Red kites, among the most spectacular of our birds of prey: a Lazarus species brought back from the very brink of extinction.

Yet this dramatic aerial display didn’t take place above remote moorland, it wasn’t played out in some dense, vast forest or close to a mountain range’s peaks.

I watched the kites circle from the comfort of my conservatory. And my village, which straddles the Shropshire-South Staffordshire border, is a mere nine miles from Wolverhampton’s diesel driven heartland.

In fact, two were recently seen above the city centre. That is the measure of the kite’s amazing return, one of British conservation’s great success story, partly made possible by millions spent on re-introduction programmes.

And nowhere is that success story more evident than in Shropshire, where kites have swept across the county from their last remaining 20th century stronghold – the oak woodlands of mid-Wales.

In the 1970s, when journalism restricted my birdwatching breaks, finding red kites required a trip to the Elan Valley and stop-off at the market town of Tregaron, Ceredigion. And there was no guarantee of a fruitful journey.

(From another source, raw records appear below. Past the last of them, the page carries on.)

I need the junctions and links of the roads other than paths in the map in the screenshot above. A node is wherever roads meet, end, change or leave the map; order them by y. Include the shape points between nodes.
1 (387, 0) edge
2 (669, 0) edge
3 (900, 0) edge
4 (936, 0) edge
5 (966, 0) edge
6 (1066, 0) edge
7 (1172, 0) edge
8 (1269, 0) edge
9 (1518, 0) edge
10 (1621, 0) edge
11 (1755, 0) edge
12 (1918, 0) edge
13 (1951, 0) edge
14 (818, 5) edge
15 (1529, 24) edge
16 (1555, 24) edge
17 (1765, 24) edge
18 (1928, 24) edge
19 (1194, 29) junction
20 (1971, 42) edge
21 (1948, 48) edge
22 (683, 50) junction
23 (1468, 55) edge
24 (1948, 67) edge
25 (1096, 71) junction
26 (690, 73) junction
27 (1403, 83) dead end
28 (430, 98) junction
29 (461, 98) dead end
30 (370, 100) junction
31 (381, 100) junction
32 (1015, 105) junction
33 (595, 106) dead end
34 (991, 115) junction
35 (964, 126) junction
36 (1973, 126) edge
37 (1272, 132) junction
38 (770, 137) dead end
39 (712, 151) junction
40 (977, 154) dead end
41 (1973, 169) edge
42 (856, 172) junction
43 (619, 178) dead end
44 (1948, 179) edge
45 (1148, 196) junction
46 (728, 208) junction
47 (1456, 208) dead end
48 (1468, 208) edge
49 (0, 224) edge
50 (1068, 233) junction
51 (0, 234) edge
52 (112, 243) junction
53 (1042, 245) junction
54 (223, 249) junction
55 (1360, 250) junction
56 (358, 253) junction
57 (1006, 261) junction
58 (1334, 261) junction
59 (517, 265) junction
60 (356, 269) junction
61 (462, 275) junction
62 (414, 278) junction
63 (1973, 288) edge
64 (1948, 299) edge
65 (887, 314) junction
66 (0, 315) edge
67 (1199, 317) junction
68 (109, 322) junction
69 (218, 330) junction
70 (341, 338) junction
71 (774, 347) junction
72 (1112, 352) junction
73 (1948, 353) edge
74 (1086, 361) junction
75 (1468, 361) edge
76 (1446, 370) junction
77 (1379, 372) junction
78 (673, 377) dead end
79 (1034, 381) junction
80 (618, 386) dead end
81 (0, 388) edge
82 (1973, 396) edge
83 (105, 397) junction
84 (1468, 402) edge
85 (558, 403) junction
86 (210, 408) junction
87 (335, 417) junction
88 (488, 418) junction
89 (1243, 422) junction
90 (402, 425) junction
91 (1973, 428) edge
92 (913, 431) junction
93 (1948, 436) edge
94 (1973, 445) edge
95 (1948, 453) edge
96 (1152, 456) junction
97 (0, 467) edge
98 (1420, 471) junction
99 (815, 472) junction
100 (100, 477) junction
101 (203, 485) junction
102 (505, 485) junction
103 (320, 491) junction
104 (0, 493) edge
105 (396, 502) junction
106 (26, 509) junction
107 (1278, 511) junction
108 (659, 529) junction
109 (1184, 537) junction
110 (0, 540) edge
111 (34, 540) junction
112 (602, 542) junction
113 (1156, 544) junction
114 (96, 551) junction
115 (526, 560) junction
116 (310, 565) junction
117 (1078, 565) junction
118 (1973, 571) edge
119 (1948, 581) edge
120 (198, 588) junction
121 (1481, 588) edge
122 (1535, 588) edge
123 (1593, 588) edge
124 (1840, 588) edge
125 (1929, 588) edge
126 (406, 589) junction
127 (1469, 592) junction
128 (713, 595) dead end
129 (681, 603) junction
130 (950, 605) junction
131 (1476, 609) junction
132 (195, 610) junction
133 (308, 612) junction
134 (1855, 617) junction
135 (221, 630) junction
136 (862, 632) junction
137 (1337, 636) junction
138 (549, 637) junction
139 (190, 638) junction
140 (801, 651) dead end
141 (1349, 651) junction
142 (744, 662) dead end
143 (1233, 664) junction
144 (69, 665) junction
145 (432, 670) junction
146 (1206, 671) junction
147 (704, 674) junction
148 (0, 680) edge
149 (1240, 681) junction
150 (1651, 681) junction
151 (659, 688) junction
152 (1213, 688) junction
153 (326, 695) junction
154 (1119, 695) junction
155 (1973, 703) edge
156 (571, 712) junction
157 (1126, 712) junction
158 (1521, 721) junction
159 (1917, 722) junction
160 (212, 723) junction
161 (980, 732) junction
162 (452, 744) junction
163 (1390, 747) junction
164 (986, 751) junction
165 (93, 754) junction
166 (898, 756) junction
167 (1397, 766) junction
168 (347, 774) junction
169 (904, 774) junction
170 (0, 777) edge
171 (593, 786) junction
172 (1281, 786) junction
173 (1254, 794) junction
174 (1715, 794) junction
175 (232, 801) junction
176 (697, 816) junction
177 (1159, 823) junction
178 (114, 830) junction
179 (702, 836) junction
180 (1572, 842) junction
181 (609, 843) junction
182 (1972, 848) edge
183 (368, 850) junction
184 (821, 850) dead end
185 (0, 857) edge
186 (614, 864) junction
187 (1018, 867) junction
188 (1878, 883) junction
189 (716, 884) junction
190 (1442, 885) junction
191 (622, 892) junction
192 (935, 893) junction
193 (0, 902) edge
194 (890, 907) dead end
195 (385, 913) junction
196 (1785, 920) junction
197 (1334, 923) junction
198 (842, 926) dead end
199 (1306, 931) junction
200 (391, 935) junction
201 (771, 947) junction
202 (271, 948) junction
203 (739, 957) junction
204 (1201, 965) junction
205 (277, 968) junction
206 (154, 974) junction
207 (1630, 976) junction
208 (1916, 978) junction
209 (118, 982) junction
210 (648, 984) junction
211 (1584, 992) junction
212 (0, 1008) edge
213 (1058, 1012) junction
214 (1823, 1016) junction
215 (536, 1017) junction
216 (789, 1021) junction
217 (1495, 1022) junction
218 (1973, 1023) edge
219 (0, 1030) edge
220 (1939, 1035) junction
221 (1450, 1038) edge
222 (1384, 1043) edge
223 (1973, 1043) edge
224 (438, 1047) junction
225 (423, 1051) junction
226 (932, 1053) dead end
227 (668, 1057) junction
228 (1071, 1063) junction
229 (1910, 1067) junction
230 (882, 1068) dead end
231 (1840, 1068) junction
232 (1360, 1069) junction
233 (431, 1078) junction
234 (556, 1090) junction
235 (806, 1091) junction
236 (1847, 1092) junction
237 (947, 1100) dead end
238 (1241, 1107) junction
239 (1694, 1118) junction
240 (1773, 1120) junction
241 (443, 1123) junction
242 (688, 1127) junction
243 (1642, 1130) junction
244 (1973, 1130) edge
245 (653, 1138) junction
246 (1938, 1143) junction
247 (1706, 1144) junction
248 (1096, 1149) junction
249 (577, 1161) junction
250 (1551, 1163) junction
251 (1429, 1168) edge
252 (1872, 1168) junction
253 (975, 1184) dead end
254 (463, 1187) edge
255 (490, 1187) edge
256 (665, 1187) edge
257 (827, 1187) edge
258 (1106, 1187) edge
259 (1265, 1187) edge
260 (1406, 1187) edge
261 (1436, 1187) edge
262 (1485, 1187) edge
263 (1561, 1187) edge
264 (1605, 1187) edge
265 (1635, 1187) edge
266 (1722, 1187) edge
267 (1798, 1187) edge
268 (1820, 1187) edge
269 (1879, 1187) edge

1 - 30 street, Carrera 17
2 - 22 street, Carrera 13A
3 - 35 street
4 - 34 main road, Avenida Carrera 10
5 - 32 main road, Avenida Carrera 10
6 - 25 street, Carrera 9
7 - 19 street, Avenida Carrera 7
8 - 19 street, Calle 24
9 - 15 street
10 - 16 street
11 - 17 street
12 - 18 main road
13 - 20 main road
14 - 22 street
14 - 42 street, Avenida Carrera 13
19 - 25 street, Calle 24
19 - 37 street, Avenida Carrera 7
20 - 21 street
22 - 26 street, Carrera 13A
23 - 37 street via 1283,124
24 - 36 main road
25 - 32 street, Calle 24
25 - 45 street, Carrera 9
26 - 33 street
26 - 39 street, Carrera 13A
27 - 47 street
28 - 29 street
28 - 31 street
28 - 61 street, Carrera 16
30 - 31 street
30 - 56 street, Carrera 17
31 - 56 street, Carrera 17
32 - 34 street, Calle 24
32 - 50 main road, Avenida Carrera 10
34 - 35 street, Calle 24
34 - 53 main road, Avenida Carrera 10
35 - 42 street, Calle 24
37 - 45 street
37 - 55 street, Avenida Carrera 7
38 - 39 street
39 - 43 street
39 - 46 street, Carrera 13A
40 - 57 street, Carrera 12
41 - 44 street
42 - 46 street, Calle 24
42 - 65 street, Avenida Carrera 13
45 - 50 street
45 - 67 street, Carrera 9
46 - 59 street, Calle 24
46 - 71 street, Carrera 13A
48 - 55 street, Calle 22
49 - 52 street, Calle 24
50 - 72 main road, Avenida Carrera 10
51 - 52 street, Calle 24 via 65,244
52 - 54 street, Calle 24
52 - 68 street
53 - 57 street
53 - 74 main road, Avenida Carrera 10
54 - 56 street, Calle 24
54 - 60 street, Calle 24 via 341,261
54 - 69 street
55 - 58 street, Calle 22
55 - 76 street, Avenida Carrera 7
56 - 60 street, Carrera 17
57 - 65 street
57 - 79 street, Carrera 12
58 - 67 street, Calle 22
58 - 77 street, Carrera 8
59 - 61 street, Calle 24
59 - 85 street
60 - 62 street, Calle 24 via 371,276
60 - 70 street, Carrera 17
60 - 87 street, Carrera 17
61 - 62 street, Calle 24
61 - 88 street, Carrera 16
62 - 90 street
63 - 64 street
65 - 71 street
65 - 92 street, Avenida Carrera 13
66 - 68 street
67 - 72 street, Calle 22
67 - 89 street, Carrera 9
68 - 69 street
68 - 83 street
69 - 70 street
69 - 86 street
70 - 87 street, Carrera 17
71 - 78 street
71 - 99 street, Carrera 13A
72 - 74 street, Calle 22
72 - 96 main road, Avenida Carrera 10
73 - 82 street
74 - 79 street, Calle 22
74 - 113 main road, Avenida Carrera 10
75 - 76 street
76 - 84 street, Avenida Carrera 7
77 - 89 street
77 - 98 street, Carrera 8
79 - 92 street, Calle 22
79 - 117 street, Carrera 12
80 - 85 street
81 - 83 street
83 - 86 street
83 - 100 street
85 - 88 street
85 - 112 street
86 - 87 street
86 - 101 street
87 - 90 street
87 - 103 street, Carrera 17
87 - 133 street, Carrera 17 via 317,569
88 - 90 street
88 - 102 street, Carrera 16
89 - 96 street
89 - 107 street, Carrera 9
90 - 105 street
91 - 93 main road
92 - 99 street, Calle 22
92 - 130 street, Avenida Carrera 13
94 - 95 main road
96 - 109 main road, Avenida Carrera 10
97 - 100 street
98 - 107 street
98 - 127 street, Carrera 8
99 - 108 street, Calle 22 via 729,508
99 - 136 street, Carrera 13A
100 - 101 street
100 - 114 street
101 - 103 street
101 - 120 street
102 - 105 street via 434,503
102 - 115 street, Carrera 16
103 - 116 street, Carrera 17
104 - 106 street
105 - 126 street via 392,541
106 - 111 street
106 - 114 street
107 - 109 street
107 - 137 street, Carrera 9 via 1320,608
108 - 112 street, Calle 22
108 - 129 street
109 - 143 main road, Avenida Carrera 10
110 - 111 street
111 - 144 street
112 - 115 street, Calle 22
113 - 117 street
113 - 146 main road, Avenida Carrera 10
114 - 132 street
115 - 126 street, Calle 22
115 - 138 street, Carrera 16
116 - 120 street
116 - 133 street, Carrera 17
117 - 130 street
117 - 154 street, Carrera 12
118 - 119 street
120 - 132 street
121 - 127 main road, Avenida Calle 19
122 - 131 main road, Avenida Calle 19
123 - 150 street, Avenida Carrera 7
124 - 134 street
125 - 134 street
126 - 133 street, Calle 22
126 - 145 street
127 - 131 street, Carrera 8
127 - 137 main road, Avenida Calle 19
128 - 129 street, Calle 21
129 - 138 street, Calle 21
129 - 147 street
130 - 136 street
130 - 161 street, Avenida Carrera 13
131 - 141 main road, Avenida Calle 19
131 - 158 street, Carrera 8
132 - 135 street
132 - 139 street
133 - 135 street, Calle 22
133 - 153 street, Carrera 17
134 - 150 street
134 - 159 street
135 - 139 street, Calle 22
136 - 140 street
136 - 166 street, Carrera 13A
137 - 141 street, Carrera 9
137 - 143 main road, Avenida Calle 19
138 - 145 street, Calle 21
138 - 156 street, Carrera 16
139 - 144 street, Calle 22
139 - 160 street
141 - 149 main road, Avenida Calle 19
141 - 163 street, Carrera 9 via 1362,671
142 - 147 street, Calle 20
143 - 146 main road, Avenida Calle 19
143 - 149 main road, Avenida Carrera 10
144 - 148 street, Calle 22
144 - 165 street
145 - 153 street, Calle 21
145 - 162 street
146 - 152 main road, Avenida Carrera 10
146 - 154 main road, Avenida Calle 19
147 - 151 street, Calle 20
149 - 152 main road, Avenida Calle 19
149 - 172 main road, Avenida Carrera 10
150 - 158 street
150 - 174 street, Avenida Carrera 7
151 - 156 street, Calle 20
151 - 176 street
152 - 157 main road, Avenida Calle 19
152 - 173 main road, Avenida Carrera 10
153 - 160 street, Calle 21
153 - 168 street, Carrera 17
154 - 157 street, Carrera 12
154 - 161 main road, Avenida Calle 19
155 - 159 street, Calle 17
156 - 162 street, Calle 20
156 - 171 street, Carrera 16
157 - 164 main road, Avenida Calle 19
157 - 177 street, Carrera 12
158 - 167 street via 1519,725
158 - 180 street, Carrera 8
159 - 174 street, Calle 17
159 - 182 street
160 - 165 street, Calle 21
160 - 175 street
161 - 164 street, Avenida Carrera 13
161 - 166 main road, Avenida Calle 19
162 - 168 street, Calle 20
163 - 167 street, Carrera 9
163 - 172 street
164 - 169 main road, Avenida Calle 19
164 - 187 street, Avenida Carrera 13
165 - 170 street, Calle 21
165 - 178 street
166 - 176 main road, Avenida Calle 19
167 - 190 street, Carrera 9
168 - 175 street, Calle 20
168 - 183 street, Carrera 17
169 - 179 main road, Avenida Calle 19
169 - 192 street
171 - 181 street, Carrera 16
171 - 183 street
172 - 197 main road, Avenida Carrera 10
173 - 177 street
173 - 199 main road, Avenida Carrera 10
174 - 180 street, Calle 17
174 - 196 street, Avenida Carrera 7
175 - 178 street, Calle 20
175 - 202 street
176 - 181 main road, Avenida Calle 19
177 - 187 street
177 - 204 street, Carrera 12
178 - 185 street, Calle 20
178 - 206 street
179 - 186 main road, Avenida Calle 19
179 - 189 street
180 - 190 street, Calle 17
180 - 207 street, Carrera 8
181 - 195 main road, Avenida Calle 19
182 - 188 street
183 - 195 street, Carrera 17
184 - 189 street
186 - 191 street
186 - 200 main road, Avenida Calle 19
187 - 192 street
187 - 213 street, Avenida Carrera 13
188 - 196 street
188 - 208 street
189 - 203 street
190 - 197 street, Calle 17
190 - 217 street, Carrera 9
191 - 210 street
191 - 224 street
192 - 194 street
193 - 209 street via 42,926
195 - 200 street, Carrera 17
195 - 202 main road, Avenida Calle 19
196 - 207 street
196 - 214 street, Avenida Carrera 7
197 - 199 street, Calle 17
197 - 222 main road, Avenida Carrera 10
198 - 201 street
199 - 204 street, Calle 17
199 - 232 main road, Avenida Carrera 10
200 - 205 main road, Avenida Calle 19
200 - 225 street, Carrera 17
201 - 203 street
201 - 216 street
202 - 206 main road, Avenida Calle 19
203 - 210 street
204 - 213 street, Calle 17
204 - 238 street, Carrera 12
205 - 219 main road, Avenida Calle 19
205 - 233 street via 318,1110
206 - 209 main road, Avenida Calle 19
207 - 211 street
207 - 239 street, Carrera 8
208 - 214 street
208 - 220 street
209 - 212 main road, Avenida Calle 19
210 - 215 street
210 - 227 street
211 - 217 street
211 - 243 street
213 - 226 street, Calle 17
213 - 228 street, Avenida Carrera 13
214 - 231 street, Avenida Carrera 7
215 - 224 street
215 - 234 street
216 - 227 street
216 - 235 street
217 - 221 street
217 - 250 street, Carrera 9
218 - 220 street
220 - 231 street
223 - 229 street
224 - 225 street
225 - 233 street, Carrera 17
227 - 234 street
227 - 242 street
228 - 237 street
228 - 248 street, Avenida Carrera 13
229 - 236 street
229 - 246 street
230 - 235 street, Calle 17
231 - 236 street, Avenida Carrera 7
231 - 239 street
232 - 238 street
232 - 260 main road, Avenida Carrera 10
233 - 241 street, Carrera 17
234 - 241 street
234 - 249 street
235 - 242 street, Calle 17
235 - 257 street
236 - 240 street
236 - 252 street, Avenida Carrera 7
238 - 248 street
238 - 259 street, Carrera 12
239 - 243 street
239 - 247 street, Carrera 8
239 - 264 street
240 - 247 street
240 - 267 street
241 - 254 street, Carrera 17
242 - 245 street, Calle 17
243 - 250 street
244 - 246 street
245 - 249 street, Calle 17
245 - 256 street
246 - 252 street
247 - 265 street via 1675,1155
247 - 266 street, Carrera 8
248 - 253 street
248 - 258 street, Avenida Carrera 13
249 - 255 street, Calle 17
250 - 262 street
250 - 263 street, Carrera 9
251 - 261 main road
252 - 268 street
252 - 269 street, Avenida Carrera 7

In the bus pass years of my retirement, I pondered morris dancing, but feared repeated thwacks to the head from pig bladders may further harm my already faltering memory.

I also feared repeated thwacks to the head may further harm my already faltering memory.

Instead, I have tightened my embrace with ornithological. And red kites, realising my driving skills and footwork are in terminal decline, have come to me. I no longer have to trudge through a sodden, sheep strewn landscape to meet them.

Last week was not an isolated encounter. In the past months and years, kites have frequently graced my picturesque parish.

Jeff Knott, RSPB operations director for Central England, underlined the extent of the phoenix from the ashes triumph: “In the 1980s, anyone who wanted to see a red kite had to make a dedicated pilgrimage to a handful of locations. Today, it is a daily sight for millions of people.

“In just a few decades, we have brought an endangered species to the UK, home to nearly 10 per cent of the world’s population. This could be the greatest species success story in British conservation history.”

They are here and here to stay. And if you, too, have been privy to the same performance that was played out above my back garden, please share pictures.

I need pictorial proof to stop pinching myself. I need to know this invasion is really happening.

And it’s happening at near breakneck speed, said West Midlands Bird Club chairman Roger Broadbent.

Kites didn’t raise young in Staffordshire until 2021. Now there are at least half-a-dozen nesting pairs.